Tumring Rubber Plantation“In fact, the favourable land to plant rubber belongs to the local households. If we get help from the government and Ministry of Agriculture, Forestry and Fisheries, we think we can get that land to plant rubber trees. But it seems impossible to obtain that land from the people because on that land they have their fields. It’s a shame, I don’t want them to have those fields, they will discard the old cleared land and move on to clear new land. They cannot make money from doing that. They do not have clear goals in their life.

The Tumring rubber plantation is just one of many economic land concessions that the government has handed out to its cronies.

Protests and threats

The film shows a protest where villagers burn timber they have confiscated, to prevent the loggers from profiting from the destruction of their forests. “Initially I didn’t expect them to target me,” Chut Wutty says. But armed military arrived and grabbed him. The villagers came to his rescue saying, “If you’re going to arrest him, arrest all of us.”

Wutty’s wife, Sam Chanty, explains in the film that after the attack, the US Embassy in Phnom Penh offered to take Wutty to the USA, for his own safety. Wutty refused, “because he loves this country”, his wife says.

The Embassy also offered to pay for a bodyguard. Wutty again refused.
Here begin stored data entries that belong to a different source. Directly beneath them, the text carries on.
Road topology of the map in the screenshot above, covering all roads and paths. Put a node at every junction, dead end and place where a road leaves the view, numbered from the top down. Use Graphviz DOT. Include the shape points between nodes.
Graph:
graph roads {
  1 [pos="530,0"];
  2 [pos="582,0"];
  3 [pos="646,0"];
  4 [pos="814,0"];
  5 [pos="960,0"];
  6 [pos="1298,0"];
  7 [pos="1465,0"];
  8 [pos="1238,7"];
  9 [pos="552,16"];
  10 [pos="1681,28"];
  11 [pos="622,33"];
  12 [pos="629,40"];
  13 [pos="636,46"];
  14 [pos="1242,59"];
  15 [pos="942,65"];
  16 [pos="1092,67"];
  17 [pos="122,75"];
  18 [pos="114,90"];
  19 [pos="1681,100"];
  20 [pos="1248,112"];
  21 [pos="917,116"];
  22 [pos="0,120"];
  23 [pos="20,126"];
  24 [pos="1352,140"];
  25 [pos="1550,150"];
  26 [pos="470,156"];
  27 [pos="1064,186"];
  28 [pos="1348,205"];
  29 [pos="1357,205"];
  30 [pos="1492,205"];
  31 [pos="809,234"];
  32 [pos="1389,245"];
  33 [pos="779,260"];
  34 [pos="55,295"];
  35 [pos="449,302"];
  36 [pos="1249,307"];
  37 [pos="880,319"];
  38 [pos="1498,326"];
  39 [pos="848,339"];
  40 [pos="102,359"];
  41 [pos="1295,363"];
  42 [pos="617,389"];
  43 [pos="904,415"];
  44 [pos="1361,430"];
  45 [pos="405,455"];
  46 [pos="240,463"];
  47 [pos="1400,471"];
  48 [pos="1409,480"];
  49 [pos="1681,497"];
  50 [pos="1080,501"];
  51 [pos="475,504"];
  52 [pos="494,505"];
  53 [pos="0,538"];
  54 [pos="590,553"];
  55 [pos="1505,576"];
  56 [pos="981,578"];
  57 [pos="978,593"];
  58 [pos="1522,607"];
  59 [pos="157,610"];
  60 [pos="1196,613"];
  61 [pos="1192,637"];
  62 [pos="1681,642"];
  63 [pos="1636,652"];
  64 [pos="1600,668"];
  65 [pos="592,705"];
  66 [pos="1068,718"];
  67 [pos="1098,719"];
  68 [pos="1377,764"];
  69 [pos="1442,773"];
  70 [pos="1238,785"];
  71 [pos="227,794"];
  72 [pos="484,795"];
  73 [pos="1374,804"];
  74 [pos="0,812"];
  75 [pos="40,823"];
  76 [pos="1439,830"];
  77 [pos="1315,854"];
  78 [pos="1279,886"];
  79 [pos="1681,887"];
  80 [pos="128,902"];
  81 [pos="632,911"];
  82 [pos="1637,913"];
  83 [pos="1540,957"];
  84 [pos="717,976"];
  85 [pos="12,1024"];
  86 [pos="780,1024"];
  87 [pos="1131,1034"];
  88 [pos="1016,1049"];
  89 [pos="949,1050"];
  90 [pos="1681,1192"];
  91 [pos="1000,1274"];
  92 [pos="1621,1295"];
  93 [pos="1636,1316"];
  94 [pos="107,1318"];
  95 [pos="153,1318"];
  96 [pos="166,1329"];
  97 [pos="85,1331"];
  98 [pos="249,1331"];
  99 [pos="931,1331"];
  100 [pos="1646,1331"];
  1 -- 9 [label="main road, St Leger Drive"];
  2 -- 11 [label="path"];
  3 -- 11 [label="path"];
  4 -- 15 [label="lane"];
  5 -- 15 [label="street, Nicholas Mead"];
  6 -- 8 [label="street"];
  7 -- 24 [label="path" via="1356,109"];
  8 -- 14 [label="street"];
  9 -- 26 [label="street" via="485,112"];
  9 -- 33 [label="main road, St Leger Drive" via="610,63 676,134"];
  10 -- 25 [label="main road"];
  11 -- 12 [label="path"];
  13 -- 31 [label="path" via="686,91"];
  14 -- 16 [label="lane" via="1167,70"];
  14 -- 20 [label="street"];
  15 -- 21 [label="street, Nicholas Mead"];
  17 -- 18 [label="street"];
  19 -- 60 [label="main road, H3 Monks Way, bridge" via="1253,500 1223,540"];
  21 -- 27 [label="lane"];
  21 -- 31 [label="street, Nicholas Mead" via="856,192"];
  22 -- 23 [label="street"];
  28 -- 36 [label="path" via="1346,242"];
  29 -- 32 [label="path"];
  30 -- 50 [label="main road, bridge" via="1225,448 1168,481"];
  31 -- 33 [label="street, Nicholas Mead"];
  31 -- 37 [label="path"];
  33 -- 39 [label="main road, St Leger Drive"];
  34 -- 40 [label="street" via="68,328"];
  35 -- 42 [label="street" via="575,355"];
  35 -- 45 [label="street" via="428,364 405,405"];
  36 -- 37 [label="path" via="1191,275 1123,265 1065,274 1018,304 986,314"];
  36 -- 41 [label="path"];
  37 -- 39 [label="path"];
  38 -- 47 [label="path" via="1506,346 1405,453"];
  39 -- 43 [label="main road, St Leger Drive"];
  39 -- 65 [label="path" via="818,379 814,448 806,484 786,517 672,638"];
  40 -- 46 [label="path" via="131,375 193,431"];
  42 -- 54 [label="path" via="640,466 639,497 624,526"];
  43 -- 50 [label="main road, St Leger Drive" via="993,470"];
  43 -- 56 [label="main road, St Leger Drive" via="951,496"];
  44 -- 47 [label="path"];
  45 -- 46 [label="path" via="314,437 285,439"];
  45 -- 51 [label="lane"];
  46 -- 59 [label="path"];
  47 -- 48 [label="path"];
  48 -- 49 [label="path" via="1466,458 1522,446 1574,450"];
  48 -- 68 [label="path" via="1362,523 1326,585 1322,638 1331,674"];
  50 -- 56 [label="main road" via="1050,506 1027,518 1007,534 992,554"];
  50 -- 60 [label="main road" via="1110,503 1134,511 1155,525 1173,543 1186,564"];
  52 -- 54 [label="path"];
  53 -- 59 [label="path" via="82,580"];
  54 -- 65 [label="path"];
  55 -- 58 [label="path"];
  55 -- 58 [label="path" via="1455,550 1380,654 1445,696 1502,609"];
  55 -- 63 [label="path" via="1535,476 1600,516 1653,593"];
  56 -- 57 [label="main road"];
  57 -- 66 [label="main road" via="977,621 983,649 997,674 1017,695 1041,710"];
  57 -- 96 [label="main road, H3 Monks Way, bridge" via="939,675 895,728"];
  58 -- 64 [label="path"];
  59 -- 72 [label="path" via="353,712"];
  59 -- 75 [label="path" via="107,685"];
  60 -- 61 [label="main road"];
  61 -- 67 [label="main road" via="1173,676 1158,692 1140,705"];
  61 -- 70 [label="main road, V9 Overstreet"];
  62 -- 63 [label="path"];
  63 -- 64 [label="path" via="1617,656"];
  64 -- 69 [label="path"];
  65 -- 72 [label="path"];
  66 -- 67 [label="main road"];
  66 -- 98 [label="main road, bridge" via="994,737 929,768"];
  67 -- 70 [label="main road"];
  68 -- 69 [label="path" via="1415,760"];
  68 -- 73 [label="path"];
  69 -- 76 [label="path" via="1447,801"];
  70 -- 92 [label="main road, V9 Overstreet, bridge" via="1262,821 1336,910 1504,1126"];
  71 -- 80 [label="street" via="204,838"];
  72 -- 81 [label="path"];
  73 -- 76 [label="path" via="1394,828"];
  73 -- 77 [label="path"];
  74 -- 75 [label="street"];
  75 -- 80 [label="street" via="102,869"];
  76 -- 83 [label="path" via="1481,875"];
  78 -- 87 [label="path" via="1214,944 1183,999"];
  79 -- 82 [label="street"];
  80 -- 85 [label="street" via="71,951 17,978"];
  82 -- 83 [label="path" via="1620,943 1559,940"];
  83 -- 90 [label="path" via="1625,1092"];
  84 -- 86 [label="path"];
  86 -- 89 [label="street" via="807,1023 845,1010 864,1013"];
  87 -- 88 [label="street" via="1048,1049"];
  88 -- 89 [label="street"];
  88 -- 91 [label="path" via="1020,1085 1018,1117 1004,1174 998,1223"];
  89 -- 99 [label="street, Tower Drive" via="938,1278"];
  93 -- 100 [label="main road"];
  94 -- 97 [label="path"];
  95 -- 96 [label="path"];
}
Wutty was murdered while investigating a yellow vine factory in the Cardamom mountains.

In the film, Marcus Hardtke describes an important part of the problem relating to deforestation and land rights in Cambodia:

“[Wutty] was not afraid to talk. In Cambodia now, the major NGOs, many of the donor representatives, and UN agencies are simply too afraid to even talk about these problems. That’s why he became more and more prominent.”

Globally, three environmental activists are killed every week. The situation in Cambodia has worsened since Wutty’s death. Lambrick is launching an campaign called “N1M – Not One More”, a global support and protection network for environmental defenders at risk.